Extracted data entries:
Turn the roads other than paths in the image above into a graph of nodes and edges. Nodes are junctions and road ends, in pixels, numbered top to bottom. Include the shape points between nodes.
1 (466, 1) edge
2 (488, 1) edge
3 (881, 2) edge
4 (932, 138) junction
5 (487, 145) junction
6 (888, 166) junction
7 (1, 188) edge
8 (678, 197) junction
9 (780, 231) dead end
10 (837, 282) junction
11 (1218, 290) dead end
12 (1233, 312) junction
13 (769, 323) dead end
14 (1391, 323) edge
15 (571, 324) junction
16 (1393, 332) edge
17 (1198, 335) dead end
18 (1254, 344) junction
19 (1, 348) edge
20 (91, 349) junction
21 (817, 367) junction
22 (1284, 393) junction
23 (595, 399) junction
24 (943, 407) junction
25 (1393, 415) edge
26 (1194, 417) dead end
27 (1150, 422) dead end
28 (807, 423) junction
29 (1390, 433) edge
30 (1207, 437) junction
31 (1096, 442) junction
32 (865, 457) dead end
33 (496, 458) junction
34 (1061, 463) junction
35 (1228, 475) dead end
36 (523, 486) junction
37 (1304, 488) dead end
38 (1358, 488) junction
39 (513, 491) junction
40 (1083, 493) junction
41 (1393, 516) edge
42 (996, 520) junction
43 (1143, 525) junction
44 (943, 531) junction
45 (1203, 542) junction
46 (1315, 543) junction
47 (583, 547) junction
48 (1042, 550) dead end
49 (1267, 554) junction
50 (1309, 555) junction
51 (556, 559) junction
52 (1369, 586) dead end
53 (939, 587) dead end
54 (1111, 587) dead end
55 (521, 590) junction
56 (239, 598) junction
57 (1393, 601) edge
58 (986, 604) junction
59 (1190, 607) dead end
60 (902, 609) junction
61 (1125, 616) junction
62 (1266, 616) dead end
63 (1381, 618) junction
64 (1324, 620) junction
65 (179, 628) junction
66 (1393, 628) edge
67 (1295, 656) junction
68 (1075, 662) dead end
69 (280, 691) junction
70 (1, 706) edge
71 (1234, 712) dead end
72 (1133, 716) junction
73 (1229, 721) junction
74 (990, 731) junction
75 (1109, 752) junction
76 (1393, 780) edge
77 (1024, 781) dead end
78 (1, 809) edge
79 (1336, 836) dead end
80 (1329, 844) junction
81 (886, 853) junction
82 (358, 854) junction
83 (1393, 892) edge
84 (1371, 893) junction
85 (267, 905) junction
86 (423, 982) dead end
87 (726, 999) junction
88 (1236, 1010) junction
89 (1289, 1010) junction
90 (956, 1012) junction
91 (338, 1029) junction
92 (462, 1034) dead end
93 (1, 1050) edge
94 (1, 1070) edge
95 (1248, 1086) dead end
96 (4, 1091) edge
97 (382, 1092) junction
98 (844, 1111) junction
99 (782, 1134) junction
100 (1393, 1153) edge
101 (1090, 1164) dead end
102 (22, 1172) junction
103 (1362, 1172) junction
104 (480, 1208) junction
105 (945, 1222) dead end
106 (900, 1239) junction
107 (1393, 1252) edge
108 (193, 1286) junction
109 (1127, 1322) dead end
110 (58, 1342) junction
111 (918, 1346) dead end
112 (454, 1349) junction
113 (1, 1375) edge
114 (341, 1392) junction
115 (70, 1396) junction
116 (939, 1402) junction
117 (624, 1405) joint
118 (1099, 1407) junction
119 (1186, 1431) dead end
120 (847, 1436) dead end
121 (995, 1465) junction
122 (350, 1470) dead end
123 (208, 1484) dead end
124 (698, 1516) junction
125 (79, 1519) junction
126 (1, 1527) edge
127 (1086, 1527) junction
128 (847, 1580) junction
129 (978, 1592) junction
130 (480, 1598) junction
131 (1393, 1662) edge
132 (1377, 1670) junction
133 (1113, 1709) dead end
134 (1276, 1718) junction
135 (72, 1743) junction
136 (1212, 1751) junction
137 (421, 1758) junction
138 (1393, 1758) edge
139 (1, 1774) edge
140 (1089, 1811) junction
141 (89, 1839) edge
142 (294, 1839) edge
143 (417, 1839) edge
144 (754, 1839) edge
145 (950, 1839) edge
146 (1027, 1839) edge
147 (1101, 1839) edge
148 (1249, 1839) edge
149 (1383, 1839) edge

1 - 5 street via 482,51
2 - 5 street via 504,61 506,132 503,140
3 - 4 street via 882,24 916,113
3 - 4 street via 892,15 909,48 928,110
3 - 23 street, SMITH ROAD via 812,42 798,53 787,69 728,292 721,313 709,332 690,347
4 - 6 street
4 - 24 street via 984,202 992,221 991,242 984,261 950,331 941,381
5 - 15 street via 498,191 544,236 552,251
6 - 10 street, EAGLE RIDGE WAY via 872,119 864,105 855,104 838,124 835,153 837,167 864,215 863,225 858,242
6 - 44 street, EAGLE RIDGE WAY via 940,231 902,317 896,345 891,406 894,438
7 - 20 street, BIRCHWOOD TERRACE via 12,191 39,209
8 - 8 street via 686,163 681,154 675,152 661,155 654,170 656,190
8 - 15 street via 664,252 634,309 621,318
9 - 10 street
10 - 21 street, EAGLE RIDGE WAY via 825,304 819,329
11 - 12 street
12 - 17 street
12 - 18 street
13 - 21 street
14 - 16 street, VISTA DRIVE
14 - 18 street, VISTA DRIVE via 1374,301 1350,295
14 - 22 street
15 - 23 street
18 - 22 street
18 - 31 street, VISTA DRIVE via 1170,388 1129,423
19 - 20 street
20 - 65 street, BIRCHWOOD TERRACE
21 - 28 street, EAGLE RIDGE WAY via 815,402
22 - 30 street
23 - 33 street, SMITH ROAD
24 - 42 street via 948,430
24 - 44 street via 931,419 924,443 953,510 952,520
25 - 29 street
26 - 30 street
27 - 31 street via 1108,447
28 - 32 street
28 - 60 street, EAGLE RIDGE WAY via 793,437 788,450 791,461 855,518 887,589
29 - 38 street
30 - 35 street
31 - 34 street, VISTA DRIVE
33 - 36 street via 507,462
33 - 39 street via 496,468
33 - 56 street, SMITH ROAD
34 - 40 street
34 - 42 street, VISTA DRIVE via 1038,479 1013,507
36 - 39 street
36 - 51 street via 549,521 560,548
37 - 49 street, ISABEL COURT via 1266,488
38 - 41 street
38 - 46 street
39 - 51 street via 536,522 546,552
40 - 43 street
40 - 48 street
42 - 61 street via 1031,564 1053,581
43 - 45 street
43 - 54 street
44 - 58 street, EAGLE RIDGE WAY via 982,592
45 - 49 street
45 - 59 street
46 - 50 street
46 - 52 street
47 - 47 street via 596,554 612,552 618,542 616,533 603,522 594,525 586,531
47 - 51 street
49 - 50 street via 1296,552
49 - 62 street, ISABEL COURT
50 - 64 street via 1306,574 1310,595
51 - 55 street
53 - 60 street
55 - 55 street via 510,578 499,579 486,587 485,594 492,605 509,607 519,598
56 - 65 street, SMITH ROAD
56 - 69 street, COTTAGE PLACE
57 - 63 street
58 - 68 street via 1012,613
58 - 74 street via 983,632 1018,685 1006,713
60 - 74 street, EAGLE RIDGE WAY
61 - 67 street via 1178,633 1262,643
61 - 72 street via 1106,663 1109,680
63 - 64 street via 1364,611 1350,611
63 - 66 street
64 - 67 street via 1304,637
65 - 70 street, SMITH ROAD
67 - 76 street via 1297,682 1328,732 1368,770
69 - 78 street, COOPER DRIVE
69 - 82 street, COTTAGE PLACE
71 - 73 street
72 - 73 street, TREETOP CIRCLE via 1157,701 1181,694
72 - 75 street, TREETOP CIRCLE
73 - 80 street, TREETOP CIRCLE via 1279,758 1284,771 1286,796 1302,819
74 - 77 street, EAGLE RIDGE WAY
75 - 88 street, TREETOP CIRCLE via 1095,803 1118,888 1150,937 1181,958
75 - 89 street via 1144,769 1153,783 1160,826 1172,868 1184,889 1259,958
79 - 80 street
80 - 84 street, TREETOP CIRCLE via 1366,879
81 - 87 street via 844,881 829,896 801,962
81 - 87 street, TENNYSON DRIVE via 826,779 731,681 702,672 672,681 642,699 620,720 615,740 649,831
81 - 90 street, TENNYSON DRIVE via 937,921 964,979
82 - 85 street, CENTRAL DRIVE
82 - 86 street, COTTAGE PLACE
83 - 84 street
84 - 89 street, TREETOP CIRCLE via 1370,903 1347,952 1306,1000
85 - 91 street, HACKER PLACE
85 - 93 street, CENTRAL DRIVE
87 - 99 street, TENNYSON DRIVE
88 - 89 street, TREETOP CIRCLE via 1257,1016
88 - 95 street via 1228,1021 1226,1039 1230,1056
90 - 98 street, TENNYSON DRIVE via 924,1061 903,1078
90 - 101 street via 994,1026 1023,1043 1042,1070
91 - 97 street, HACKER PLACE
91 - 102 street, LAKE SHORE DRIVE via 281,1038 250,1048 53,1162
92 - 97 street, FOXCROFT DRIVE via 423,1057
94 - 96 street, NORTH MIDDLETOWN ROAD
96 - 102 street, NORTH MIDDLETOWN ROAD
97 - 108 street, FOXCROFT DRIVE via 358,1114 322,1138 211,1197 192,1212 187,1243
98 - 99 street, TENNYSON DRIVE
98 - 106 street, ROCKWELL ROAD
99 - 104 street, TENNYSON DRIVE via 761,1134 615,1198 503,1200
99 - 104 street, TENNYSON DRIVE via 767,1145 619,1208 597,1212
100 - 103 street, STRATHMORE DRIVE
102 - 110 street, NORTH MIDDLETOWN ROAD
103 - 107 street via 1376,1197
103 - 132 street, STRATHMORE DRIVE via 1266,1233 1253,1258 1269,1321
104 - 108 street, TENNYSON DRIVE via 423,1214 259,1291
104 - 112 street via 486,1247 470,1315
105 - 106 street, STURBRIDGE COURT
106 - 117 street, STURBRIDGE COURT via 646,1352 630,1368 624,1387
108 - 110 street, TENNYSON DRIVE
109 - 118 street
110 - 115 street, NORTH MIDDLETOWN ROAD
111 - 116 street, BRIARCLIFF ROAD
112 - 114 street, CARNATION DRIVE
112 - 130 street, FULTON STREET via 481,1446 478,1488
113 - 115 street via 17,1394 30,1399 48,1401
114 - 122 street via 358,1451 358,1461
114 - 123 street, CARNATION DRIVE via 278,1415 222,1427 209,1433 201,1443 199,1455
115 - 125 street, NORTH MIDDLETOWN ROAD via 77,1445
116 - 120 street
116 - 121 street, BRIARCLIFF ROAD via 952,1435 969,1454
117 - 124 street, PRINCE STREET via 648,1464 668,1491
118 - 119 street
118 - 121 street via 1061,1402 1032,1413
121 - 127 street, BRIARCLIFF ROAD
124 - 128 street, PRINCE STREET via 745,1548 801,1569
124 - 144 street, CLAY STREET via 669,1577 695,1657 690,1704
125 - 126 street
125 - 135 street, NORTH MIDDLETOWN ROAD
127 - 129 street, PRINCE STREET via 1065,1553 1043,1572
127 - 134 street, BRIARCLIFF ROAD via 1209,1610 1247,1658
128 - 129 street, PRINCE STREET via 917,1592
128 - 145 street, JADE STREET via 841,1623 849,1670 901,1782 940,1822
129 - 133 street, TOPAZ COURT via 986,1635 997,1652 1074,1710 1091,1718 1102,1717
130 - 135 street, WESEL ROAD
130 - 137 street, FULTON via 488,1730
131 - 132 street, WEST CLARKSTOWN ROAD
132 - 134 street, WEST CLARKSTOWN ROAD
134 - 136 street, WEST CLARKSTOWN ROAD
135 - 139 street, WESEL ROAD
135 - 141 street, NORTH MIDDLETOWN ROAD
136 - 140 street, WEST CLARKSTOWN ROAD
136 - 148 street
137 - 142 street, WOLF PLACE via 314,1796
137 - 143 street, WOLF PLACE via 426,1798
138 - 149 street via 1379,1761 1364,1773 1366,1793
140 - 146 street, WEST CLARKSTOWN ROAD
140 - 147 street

● **TASK GOAL**
Where a line in the records above contains "STURBRIDGE", include it in the count, and give only that number.

● **FINISHED TASK**
2